DATASET EXTRACT:
========================================================================
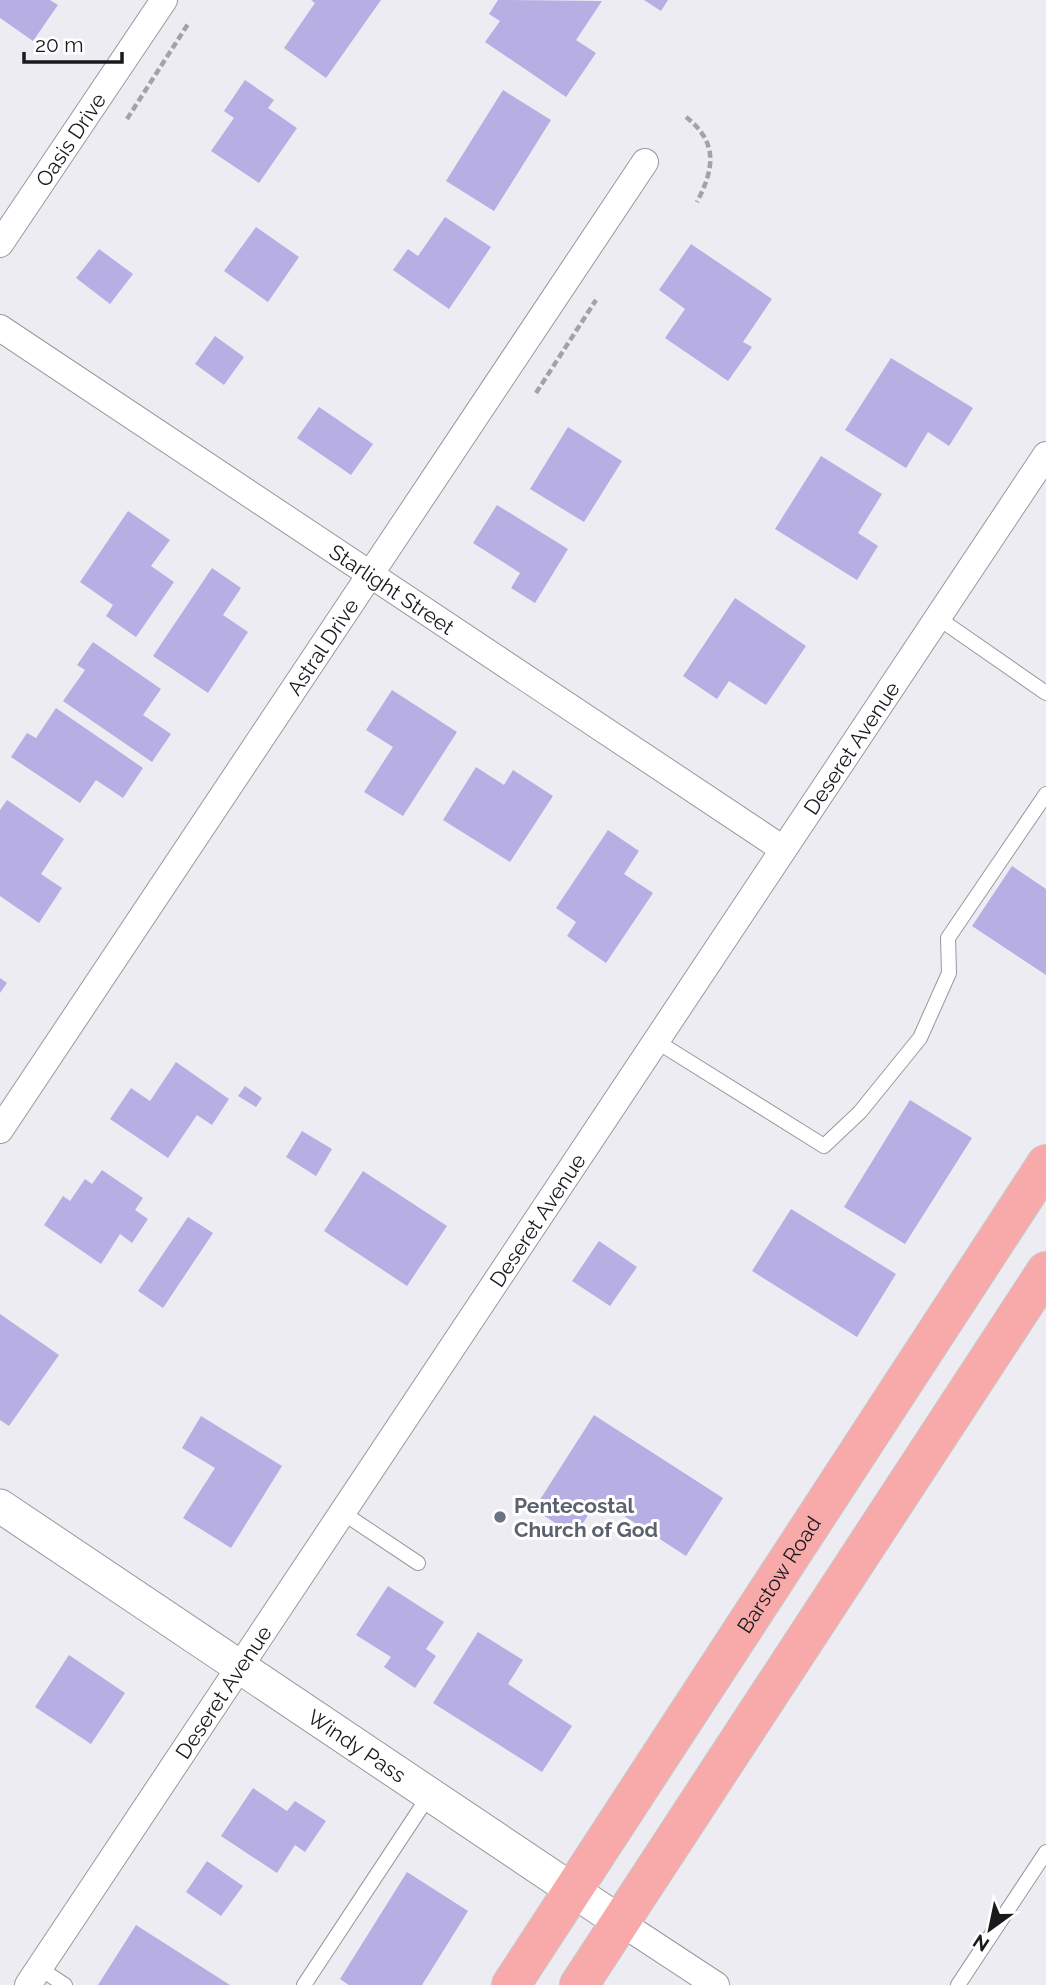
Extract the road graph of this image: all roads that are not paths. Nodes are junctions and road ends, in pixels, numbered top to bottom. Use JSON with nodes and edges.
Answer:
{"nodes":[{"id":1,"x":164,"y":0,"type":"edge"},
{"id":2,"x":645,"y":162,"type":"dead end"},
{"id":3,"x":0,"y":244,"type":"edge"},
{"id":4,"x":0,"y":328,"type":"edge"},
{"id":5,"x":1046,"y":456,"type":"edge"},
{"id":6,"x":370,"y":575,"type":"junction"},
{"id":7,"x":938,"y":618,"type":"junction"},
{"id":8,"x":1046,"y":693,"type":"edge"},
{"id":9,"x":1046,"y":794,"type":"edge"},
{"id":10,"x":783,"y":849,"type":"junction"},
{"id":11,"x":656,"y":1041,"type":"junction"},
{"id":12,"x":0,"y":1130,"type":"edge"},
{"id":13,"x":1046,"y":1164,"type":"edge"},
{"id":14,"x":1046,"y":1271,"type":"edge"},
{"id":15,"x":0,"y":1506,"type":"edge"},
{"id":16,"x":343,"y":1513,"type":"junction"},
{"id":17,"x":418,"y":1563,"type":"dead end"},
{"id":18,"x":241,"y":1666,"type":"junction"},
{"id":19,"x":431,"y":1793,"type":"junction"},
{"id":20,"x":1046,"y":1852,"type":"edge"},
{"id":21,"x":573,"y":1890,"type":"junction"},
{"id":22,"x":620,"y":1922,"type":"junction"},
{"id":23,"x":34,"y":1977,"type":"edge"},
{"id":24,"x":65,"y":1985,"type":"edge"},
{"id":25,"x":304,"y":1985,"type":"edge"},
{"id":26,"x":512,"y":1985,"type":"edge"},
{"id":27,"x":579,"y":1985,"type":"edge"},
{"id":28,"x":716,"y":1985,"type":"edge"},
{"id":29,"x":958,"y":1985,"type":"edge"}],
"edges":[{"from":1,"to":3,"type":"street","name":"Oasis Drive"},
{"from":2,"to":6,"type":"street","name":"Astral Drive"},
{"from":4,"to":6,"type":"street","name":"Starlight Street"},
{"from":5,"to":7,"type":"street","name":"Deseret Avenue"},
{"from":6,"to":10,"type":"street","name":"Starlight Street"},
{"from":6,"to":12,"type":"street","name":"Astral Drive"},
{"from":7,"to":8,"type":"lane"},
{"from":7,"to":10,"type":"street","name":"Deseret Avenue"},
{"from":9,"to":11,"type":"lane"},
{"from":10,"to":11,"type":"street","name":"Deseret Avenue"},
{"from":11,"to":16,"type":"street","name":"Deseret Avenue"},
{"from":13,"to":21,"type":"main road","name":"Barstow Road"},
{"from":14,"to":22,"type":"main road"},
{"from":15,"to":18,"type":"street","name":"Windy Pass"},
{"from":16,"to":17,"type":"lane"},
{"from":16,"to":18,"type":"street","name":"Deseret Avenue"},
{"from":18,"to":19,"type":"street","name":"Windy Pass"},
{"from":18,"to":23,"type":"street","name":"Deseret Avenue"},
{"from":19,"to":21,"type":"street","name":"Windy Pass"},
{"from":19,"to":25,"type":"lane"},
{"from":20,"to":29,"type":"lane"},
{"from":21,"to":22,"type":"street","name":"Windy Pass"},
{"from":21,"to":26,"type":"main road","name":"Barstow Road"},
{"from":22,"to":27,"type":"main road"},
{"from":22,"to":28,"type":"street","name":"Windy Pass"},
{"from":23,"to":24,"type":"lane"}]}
========================================================================
THE TASK:
Across the listing, how many lines hold the word "Avenue"? Please state that number only.

RESPONSE AREA:
6